▸ **WORK INSTRUCTIONS**
Find the lines in these entries that include the word "dead" and state how many there are, with no other words.

[[ GIVEN RECORDS open ]]

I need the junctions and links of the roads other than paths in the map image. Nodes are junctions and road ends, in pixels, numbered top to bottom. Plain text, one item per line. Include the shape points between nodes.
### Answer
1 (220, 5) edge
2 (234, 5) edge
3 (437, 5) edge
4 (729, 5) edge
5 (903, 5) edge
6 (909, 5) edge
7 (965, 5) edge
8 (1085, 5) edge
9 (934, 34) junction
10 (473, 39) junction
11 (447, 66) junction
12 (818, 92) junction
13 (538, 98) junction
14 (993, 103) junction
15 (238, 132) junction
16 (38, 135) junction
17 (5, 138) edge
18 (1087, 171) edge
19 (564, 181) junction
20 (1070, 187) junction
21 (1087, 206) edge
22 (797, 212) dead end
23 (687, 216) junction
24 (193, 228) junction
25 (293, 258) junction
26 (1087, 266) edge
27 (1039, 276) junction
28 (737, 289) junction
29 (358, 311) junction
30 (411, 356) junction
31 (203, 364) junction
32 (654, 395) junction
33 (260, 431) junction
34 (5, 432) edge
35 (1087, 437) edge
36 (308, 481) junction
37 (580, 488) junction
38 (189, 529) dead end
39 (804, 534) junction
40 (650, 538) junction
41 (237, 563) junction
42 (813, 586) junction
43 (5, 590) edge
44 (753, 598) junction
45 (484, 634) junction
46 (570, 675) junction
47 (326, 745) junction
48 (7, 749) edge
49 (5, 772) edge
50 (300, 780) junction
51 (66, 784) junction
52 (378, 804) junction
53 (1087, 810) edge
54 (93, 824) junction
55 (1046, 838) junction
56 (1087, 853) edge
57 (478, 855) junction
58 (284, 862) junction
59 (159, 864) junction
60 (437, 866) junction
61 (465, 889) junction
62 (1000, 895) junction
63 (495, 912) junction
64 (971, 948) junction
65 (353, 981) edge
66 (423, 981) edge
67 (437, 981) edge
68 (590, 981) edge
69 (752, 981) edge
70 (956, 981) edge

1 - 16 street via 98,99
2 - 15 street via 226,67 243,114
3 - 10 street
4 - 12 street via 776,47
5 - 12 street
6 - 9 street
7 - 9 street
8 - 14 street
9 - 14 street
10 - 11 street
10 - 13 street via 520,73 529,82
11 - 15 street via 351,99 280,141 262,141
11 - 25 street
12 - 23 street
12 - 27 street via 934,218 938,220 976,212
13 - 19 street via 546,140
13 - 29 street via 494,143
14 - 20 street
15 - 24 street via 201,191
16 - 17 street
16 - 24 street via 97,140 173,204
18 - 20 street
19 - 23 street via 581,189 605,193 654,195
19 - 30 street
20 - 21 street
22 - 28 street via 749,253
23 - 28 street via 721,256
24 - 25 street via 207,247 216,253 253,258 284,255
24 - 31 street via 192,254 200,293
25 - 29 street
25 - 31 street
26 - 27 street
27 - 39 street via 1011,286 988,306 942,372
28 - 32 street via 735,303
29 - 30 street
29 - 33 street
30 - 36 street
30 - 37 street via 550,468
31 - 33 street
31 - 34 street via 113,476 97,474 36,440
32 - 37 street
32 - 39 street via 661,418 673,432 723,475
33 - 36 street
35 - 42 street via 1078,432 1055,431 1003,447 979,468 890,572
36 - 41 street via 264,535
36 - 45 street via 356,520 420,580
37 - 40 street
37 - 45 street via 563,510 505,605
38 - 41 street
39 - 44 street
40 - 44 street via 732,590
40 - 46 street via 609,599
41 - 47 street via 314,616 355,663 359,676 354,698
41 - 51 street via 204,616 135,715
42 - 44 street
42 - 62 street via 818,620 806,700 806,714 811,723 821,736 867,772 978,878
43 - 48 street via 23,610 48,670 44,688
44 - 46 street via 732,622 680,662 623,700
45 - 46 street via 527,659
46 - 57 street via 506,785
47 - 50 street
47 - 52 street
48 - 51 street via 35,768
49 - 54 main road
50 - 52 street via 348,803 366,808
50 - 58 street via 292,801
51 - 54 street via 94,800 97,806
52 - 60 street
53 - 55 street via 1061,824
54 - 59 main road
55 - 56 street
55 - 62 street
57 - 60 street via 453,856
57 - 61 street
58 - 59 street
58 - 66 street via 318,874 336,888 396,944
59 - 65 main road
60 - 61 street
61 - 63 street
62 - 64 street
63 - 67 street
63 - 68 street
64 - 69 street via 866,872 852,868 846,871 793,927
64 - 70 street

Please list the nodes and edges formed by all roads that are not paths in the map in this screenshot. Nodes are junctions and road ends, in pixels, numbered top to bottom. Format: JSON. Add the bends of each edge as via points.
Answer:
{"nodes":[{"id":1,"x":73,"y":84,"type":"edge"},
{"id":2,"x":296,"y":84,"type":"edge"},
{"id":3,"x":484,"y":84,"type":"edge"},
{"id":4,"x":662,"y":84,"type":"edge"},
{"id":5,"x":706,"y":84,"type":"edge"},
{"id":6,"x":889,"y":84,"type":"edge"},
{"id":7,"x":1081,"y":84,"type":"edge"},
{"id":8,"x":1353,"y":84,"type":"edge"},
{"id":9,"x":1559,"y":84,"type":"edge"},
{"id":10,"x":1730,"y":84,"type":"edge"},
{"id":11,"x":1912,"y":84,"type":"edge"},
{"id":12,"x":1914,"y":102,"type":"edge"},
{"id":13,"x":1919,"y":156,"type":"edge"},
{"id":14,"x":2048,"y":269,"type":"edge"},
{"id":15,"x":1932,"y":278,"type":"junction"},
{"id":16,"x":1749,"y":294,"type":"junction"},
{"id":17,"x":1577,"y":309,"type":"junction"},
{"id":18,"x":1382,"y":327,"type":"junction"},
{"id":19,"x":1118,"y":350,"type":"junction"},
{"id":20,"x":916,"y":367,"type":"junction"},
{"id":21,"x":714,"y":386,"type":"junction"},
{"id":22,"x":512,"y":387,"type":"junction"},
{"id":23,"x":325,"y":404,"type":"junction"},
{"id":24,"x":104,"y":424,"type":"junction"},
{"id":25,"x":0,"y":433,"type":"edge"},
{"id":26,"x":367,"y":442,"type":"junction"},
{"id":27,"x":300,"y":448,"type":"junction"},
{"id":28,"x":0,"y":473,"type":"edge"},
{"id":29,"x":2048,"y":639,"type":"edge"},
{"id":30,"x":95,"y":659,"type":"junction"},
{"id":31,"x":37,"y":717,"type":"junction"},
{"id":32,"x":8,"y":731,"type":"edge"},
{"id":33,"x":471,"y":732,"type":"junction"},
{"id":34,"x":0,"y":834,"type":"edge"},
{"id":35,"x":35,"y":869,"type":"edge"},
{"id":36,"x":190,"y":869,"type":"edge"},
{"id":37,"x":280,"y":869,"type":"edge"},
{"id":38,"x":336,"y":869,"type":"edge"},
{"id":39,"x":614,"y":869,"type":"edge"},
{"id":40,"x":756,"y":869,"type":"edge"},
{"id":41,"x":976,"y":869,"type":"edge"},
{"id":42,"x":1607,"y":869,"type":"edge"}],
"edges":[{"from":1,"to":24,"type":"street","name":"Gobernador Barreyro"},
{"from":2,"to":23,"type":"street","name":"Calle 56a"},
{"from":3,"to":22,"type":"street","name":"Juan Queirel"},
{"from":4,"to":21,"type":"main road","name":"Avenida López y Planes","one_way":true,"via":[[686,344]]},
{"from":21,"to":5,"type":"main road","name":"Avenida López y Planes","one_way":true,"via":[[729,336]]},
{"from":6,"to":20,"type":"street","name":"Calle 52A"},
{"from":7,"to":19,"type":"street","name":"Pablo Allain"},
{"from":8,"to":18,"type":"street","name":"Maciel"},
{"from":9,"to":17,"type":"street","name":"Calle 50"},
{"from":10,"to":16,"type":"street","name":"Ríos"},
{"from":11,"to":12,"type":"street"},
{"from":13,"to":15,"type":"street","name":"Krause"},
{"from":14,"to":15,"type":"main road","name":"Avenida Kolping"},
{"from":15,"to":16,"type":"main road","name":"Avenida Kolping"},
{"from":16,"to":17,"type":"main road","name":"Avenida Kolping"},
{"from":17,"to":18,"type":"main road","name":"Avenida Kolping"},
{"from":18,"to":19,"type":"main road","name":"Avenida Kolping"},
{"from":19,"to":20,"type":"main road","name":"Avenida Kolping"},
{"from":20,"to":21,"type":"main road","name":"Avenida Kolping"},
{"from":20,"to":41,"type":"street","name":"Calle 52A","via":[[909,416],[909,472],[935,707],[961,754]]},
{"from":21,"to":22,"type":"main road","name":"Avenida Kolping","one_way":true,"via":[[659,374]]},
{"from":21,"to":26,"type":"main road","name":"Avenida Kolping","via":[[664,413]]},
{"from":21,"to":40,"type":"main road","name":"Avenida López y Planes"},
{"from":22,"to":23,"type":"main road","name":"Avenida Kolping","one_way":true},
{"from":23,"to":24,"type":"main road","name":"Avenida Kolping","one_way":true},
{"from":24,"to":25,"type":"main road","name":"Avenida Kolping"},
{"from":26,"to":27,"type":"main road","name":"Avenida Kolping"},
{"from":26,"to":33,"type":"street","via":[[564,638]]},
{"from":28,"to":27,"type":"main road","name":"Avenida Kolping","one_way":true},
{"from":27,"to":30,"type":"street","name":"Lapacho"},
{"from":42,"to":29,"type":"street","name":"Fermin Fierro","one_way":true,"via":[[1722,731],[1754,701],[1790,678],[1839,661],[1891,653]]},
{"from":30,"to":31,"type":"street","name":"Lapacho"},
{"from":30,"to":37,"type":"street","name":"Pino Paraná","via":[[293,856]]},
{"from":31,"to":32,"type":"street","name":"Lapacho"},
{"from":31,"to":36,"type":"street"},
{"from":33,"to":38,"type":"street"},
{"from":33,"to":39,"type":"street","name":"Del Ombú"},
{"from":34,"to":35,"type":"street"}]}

[[ GIVEN RECORDS closed ]]

▸ **YOUR SOLUTION**
2